Prerequisite Please see here to get and set your API Key environment variable.

Install the Lytix pip package

pip3 install lytix-py

Error Capturing

Error Class

You can now just replace all your raise Exception calls with raise LError. For example:

from lytix_py import LError
from lytix_py.LLogger.LLogger import LLogger

async def backgroundProcess():
    logger = LLogger("background-logger", {"userId": '124'})
    logger.info("Some process is starting")
    raise LError("An unexpected error")

async def main(): 
    await backgroundProcess()


if __name__ == "__main__":
    logger  = LLogger("main")
    logger.runInAsyncContext(main)

The error, along with the last 20 log lines will automatically get pushed to the Lytix platform here

Error Increment

You can also send an error along with related logs without throwing an error by using the increment method.

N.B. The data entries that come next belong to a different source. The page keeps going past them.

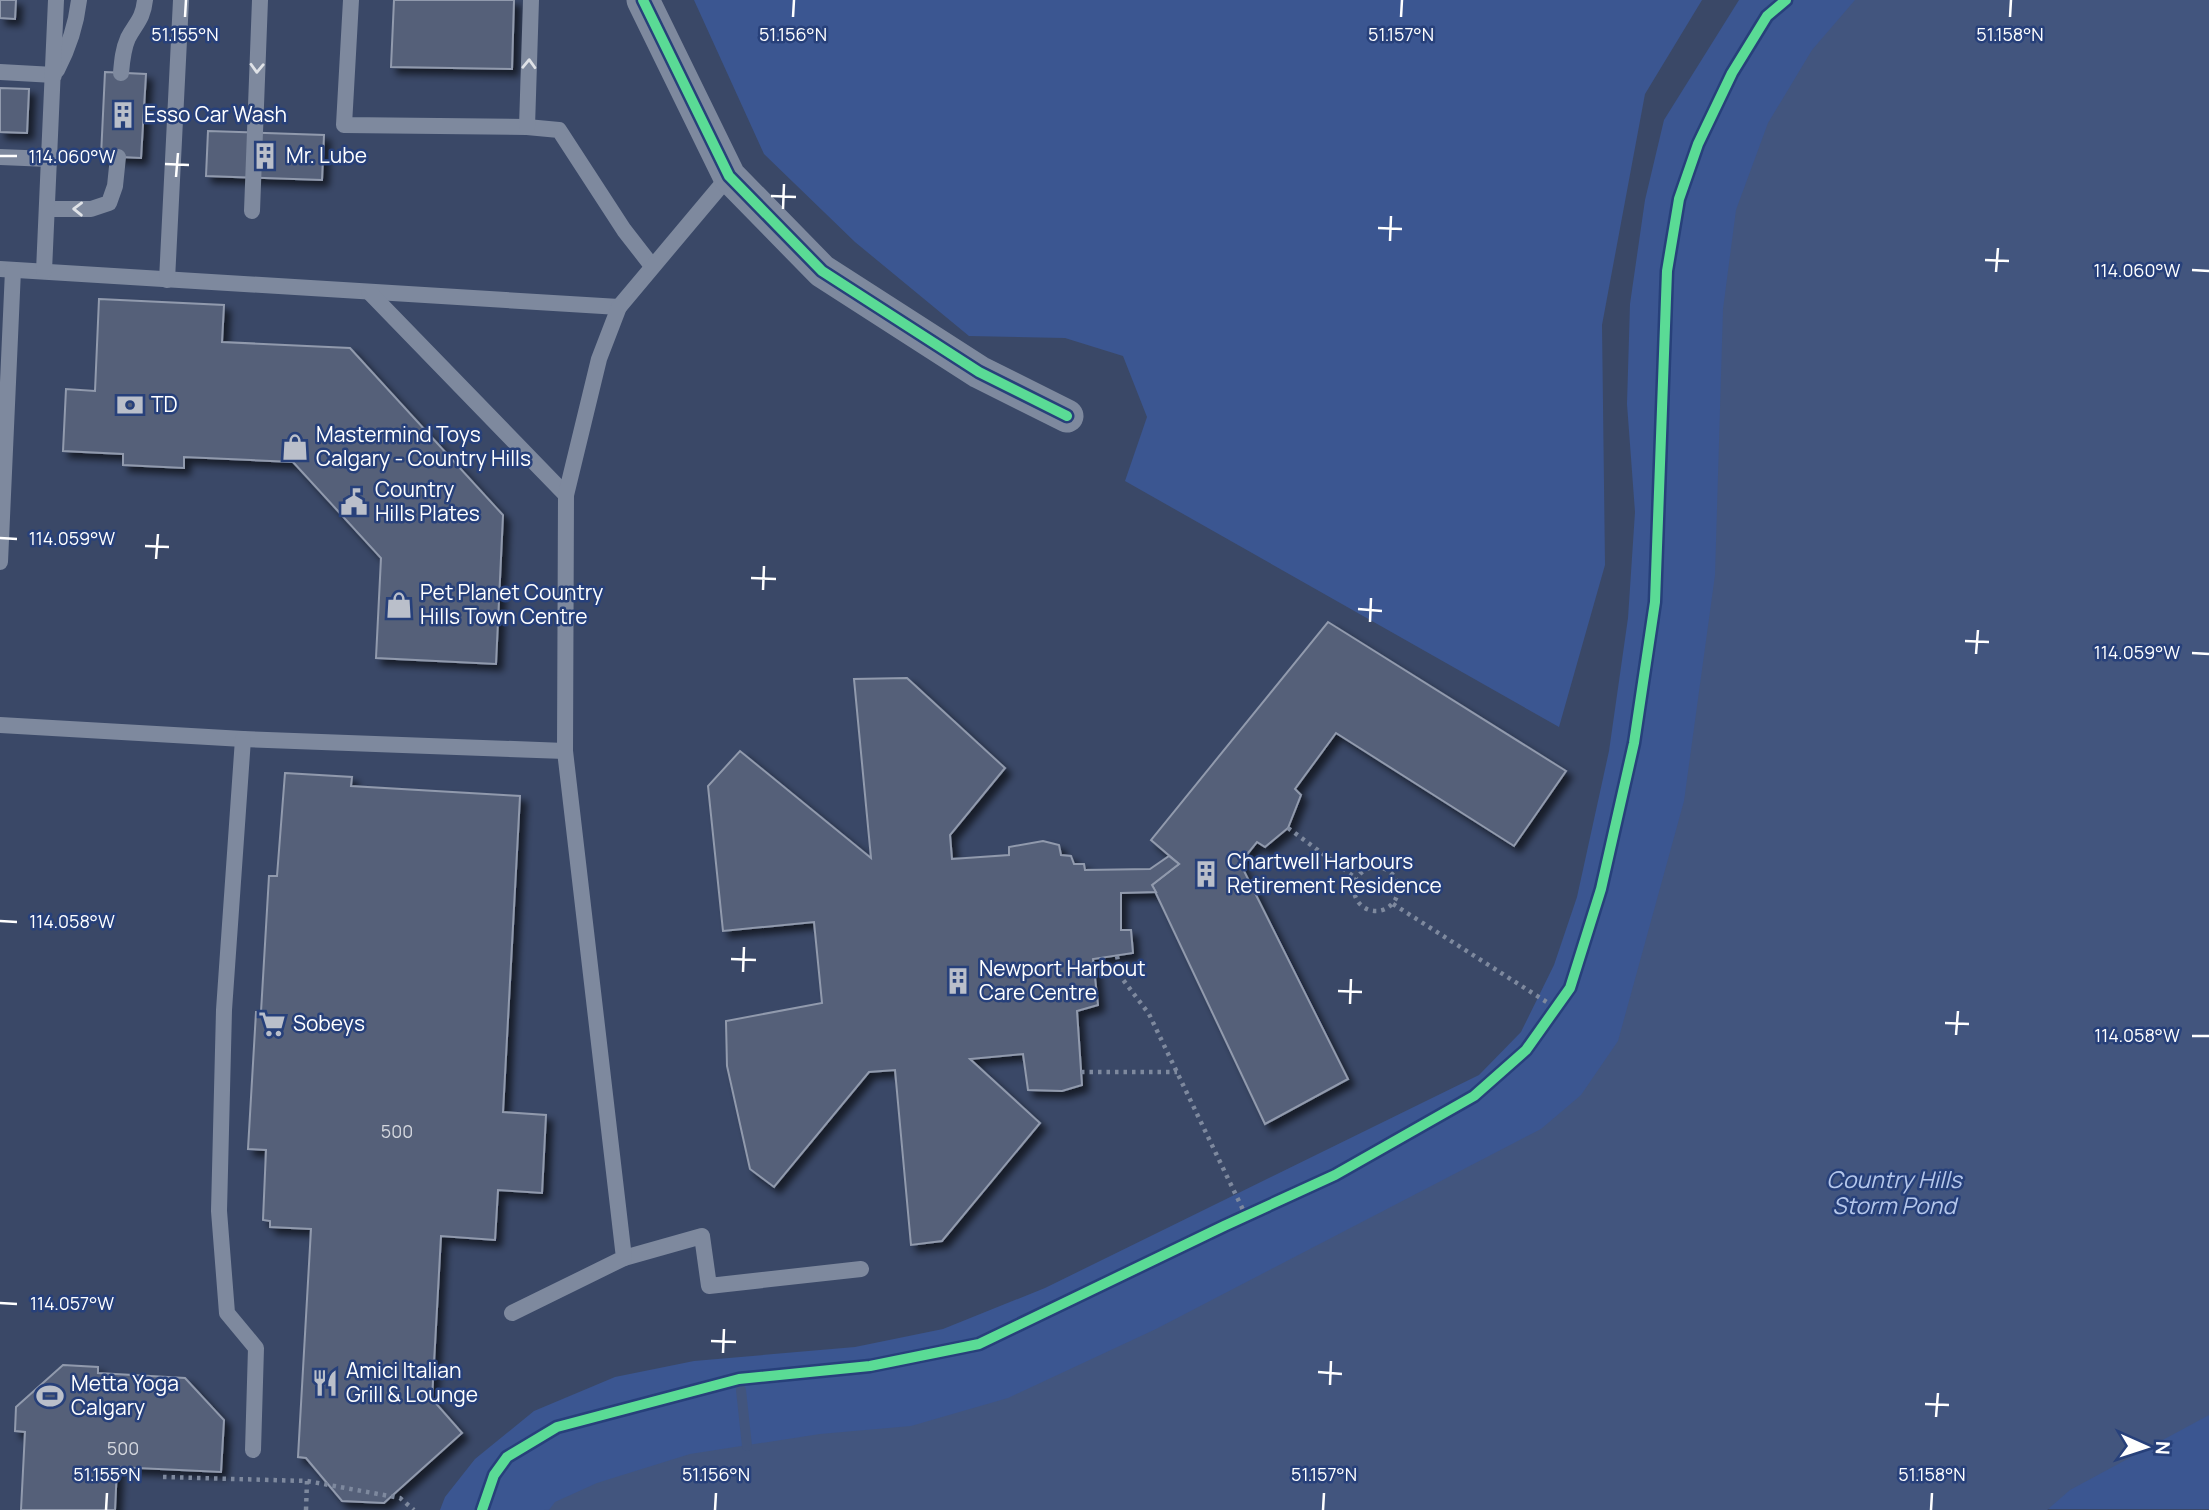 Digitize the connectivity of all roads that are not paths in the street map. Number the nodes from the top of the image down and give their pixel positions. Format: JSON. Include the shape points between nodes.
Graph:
{"nodes":[{"id":1,"x":57,"y":0,"type":"edge"},
{"id":2,"x":79,"y":0,"type":"edge"},
{"id":3,"x":145,"y":0,"type":"edge"},
{"id":4,"x":181,"y":0,"type":"edge"},
{"id":5,"x":260,"y":0,"type":"edge"},
{"id":6,"x":351,"y":0,"type":"edge"},
{"id":7,"x":531,"y":0,"type":"edge"},
{"id":8,"x":643,"y":0,"type":"edge"},
{"id":9,"x":0,"y":72,"type":"edge"},
{"id":10,"x":121,"y":73,"type":"dead end"},
{"id":11,"x":54,"y":75,"type":"junction"},
{"id":12,"x":527,"y":127,"type":"junction"},
{"id":13,"x":0,"y":157,"type":"edge"},
{"id":14,"x":118,"y":157,"type":"dead end"},
{"id":15,"x":49,"y":159,"type":"junction"},
{"id":16,"x":729,"y":176,"type":"junction"},
{"id":17,"x":47,"y":209,"type":"junction"},
{"id":18,"x":252,"y":211,"type":"dead end"},
{"id":19,"x":652,"y":266,"type":"junction"},
{"id":20,"x":7,"y":269,"type":"edge"},
{"id":21,"x":44,"y":271,"type":"junction"},
{"id":22,"x":167,"y":280,"type":"junction"},
{"id":23,"x":369,"y":292,"type":"junction"},
{"id":24,"x":619,"y":307,"type":"junction"},
{"id":25,"x":1066,"y":416,"type":"dead end"},
{"id":26,"x":566,"y":495,"type":"junction"},
{"id":27,"x":0,"y":562,"type":"edge"},
{"id":28,"x":0,"y":725,"type":"edge"},
{"id":29,"x":243,"y":739,"type":"junction"},
{"id":30,"x":565,"y":751,"type":"junction"},
{"id":31,"x":624,"y":1258,"type":"junction"},
{"id":32,"x":861,"y":1269,"type":"dead end"},
{"id":33,"x":512,"y":1313,"type":"dead end"},
{"id":34,"x":253,"y":1450,"type":"dead end"}],
"edges":[{"from":1,"to":11,"type":"lane"},
{"from":2,"to":11,"type":"lane","via":[[69,47]]},
{"from":3,"to":10,"type":"lane","via":[[140,21],[123,51]]},
{"from":4,"to":22,"type":"lane"},
{"from":5,"to":18,"type":"lane","one_way":true},
{"from":6,"to":12,"type":"lane","via":[[344,125]]},
{"from":12,"to":7,"type":"lane","one_way":true},
{"from":8,"to":16,"type":"street"},
{"from":9,"to":11,"type":"lane"},
{"from":11,"to":15,"type":"lane"},
{"from":12,"to":19,"type":"lane","via":[[559,130]]},
{"from":13,"to":15,"type":"lane"},
{"from":14,"to":17,"type":"lane","one_way":true,"via":[[109,203],[91,209]]},
{"from":15,"to":17,"type":"lane"},
{"from":16,"to":19,"type":"lane"},
{"from":16,"to":25,"type":"street","via":[[822,271],[979,372]]},
{"from":17,"to":21,"type":"lane"},
{"from":19,"to":24,"type":"lane"},
{"from":20,"to":21,"type":"lane"},
{"from":20,"to":27,"type":"lane"},
{"from":21,"to":22,"type":"lane"},
{"from":22,"to":23,"type":"lane"},
{"from":23,"to":24,"type":"lane"},
{"from":23,"to":26,"type":"lane"},
{"from":24,"to":26,"type":"lane","via":[[599,359]]},
{"from":26,"to":30,"type":"lane"},
{"from":28,"to":29,"type":"lane"},
{"from":29,"to":30,"type":"lane"},
{"from":29,"to":34,"type":"lane","via":[[225,1010],[219,1211],[228,1312],[256,1348]]},
{"from":30,"to":31,"type":"lane"},
{"from":31,"to":32,"type":"lane","via":[[702,1236],[709,1286]]},
{"from":31,"to":33,"type":"lane"}]}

from lytix_py.LError import LErrorIncrement
from lytix_py.LLogger.LLogger import LLogger

async def backgroundProcess():
    logger = LLogger("background-logger", {"userId": '124'})
    logger.info("Some context on the user here")
    try:
        raise Exception("LIncrement error happened")
    except Exception as e:
        logger.error("LIncrement error happened")
        LErrorIncrement("Some error")
                        
async def main(): 
    logger = LLogger("main-logger")
    logger.info("Starting in our main LIncrement process")
    await backgroundProcess()


if __name__ == "__main__":
    logger  = LLogger("main")
    logger.runInAsyncContext(main)

Fast API Integration

Lytix also supports capturing errors in FastAPI. To get started first hook up our Lytix middleware:

from lytix_py.FastAPIMiddleware.LytixMiddleware import LytixMiddleware
from fastapi import FastAPI

...
app = FastAPI()

app.add_middleware(LytixMiddleware)
...

Now you can throw errors in your FastAPI routes or subcalls as follows:


# main.py
@app.get("/")
async def read_root():
    logger = LLogger("read-root")
    logger.info('In the main view here...')
    await backgroundFastAPIProcess()
    return {"Hello": "World"}

# backgroundProcess.py
async def backgroundFastAPIProcess(): 
    logger = LLogger("background-fast-api-process")
    logger.info("In the background here")

    """
    All the logs associated with this request will get sent to lytix
    """
    raise LError("Some error")

Examples

To see all examples please check the Github repo here

LLM Model Input Output Collection

Lytix supports automatically collecting the input and output of LLM models. To do this you can use the following

from lytix_py import MetricCollector


# Note the metricMetadata is optional
MetricCollector.captureModelIO(
  modelName="testModelName",
  modelInput="Whats the capital of France?",
  modelOutput="Paris is the capital of France", 
  metricMetadata={"env": "dev"}
)

Lytix will automatically process the input and output of the LLM model and push the metrics to the Lytix platform. You can see your model metrics in the Lytix platform here.

LLM Model Trace Collection

Lytix also supports capturing trace information (e.g. duration) for the LLM model. To do this you can use the following

from lytix_py import MetricCollector

userInput = "Whats the capital of France?"

"""
This callback is expecting the model output to be returned
"""
async def callback(*args): 
  ...
  return "Paris is the capital of france"

response = await MetricCollector.captureModelTrace(
  modelName="testModelName", 
  modelInput=userInput, 
  callback=callback
)

You’ll now see the model duration trace in the Lytix platform here.

LLM Model Logs Collection

Similar to traces, we can also capture logs when a model is called. This will auto push the logs to the Lytix platform and associated with this trace

from lytix_py import MetricCollector

userInput = "Whats the capital of France?"

"""
This callback is expecting the model output to be returned
"""
async def callback(logger): 
  ...
  logger.info("Inside the callback")
  return "Paris is the capital of france"

response = await MetricCollector.captureModelTrace(
  modelName="testModelName", 
  modelInput=userInput, 
  callback=callback
)

Model IO event with associated logs

Manual Metric Collection

You always have the option to manually push metrics to the Lytix platform with custom names and metadata.

The following example pushes a metric to the Lytix platform with the name testMetic and the value 1 along with the env: prod metadata.

from lytix_py import MetricCollector

MetricCollector.increment("testMetic", 1, {"env": "prod"})

You then have access to that on the Lytix platform and can filter on any of the metadata passed.